Roanoke Times Copyright (c) 1995, Landmark Communications, Inc. DATE: SUNDAY, May 7, 1995 TAG: 9505100016 SECTION: EDITORIAL PAGE: D-2 EDITION: METRO SOURCE: DATELINE: LENGTH: Medium
As the theological discussion on today's Commentary page reminds, these tragedies touched something in our core. The one event has entered our national history, the other our local.
The shock will recede, of course. It always does. A couple of weeks later, it already has begun to. Yet, even with the search for bodies in Oklahoma City ended, and the broken Roanoke church's embers cooled, we continue sifting through the rubble - looking not for miracles, just for meaning.
Unlike the bombing, the Roanoke calamity claimed no lives. The tragedy, of course, isn't nearly so great.
But a church, especially one so beautiful in structure and memory as First Baptist - one having so large a presence in the lives of so many good people, living and gone - is not built of brick and wood alone. It has been, observed First Baptist's pastor, Rev.
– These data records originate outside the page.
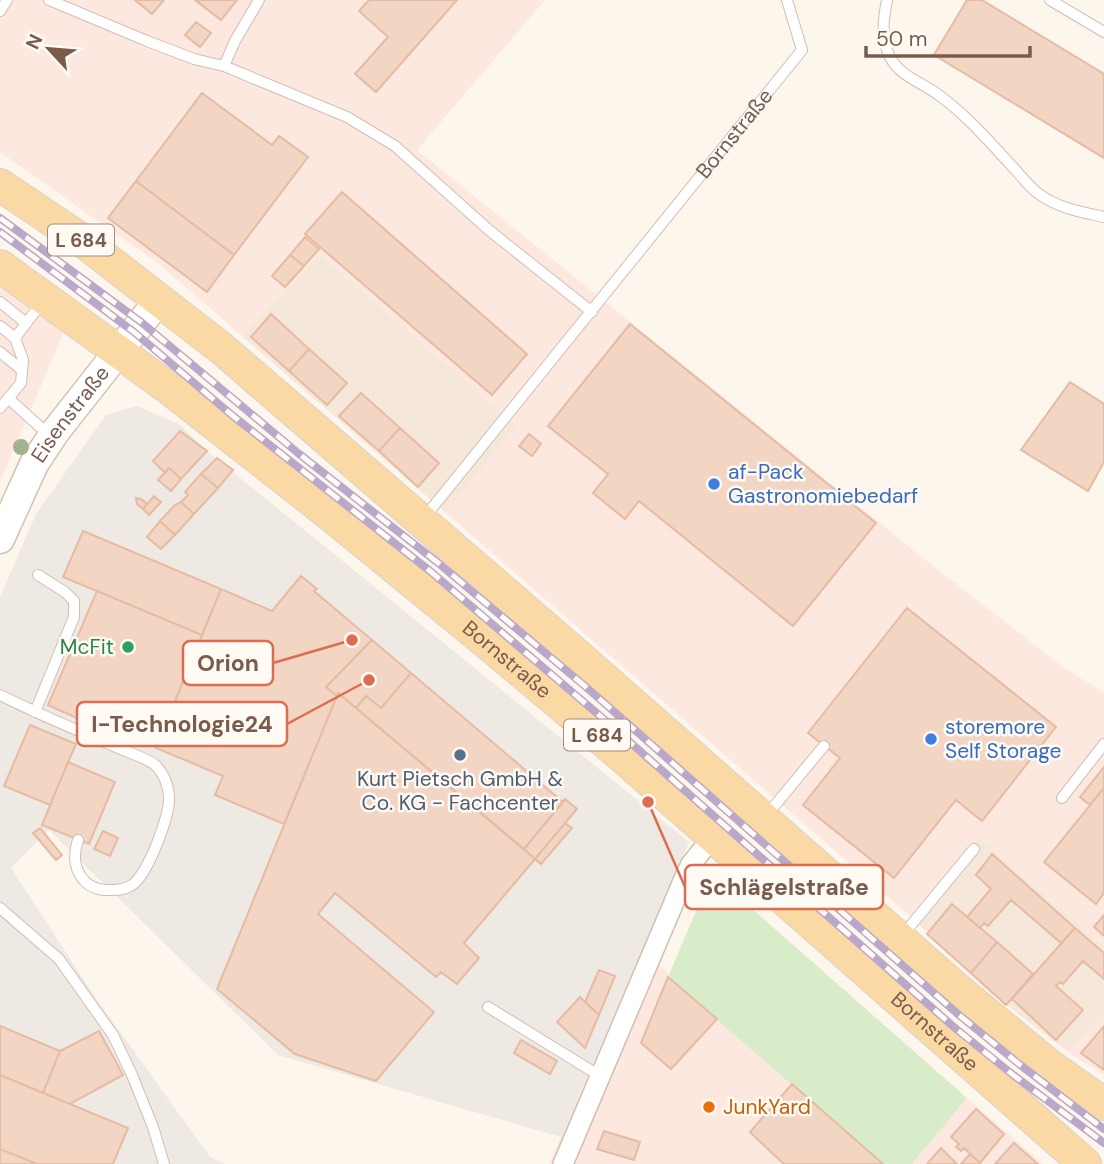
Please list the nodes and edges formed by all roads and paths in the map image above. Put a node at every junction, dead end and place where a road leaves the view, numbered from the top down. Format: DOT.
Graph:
graph roads {
  1 [pos="7,0"];
  2 [pos="49,0"];
  3 [pos="260,0"];
  4 [pos="787,0"];
  5 [pos="887,0"];
  6 [pos="1050,0"];
  7 [pos="0,11"];
  8 [pos="1104,32"];
  9 [pos="224,65"];
  10 [pos="0,185"];
  11 [pos="1104,218"];
  12 [pos="0,266"];
  13 [pos="46,298"];
  14 [pos="159,300"];
  15 [pos="0,302"];
  16 [pos="592,312"];
  17 [pos="26,323"];
  18 [pos="0,326"];
  19 [pos="15,338"];
  20 [pos="118,351"];
  21 [pos="0,352"];
  22 [pos="22,370"];
  23 [pos="8,398"];
  24 [pos="0,408"];
  25 [pos="51,437"];
  26 [pos="421,522"];
  27 [pos="0,539"];
  28 [pos="38,575"];
  29 [pos="0,695"];
  30 [pos="35,712"];
  31 [pos="1104,744"];
  32 [pos="824,746"];
  33 [pos="1062,798"];
  34 [pos="764,819"];
  35 [pos="713,836"];
  36 [pos="78,840"];
  37 [pos="974,849"];
  38 [pos="0,908"];
  39 [pos="900,940"];
  40 [pos="488,1007"];
  41 [pos="600,1076"];
  42 [pos="1104,1104"];
  43 [pos="164,1164"];
  44 [pos="563,1164"];
  45 [pos="1085,1164"];
  1 -- 7 [label="lane"];
  2 -- 9 [label="lane"];
  3 -- 9 [label="lane"];
  4 -- 16 [label="lane, Bornstraße"];
  5 -- 11 [label="lane"];
  6 -- 8 [label="lane"];
  9 -- 16 [label="lane"];
  10 -- 14 [label="main road, L 684"];
  12 -- 13 [label="main road, Bornstraße / L 684"];
  13 -- 17 [label="lane"];
  13 -- 20 [label="main road, Bornstraße / L 684"];
  14 -- 20 [label="street, Eisenstraße"];
  14 -- 26 [label="main road, L 684"];
  15 -- 17 [label="lane"];
  16 -- 26 [label="lane, Bornstraße"];
  17 -- 19 [label="lane"];
  18 -- 19 [label="lane"];
  19 -- 22 [label="lane"];
  20 -- 25 [label="street, Eisenstraße"];
  20 -- 35 [label="main road, Bornstraße / L 684"];
  21 -- 22 [label="lane"];
  22 -- 23 [label="lane"];
  23 -- 24 [label="lane"];
  23 -- 25 [label="lane"];
  25 -- 27 [label="street, Eisenstraße"];
  26 -- 34 [label="main road, L 684"];
  28 -- 30 [label="lane"];
  29 -- 30 [label="lane"];
  30 -- 36 [label="lane"];
  31 -- 33 [label="lane"];
  32 -- 34 [label="lane"];
  34 -- 39 [label="main road, L 684"];
  35 -- 41 [label="street"];
  35 -- 45 [label="main road, Bornstraße / L 684"];
  37 -- 39 [label="lane"];
  38 -- 43 [label="lane"];
  39 -- 42 [label="main road, L 684"];
  40 -- 41 [label="lane"];
  41 -- 44 [label="street"];
}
Kenneth B. Wright, part of "a journey of faith." The fire wounded. The grief continues.
Both tragedies were rendered more poignant by their apparently homegrown cause.
Arabs didn't blow up federal workers and their children; the suspects are Americans. Nor is any sinister, mysterious conspiracy plotting from outside Gainsboro to blame, apparently, for First Baptist's burning. The suspects are local boys.
Both tragedies have occasioned efforts not only to grope for explanations, but also, unfortunately, to politicize public reaction, to spread wide the implied culpability, to further divide and inflame opinion.
As if criticizing the feds or gun control were equivalent to planting bombs. As if the inferno that devoured Roanoke's historic landmark represented only the latest sign of official neglect or even malign intent toward a neighborhood broken up decades ago by so-called urban renewal.
At sea with sadness, it is natural to seek demons. It is better to cling to lifeboats: facts, and each other.
Facts include those painstakingly gathered by authorities probing the Oklahoma and Roanoke disasters and seeking those actually, as opposed to implicitly, responsible. It turns out Moslems (like federal employees) aren't always the bad guys; neither are city officials.
Facts, as opposed to sentimental impulse, also should guide long-term responses to these events. The nation needs to examine carefully, for example, the costs of rushing to discourage dissent, or to increase powers and decrease oversight of federal law-enforcement authorities.
First Baptist and supporters also will need to weigh facts in examining the feasibility of restoring the church. More than a decade ago, the congregation built and occupied a new church a block away. Artists and dramatists have leased the old building with the idea of turning it into a cultural center. The city helped maintain the structure with grant money. Wishing that the place hadn't burned won't bring it back.
The other thing worth clinging to is each other. Never mind the stuff issuing from politicians and talkmeisters. We've had enough division, enough scapegoating, enough hate. In horror at the loss, in sympathy for the suffering, sad events can help bring people together.
No one can feel the grief of those directly affected by the bombing and the fire. Nor can the shock of these events be long sustained. But if we all can recognize that our community has been injured and diminished, surely we can share the search for redemption.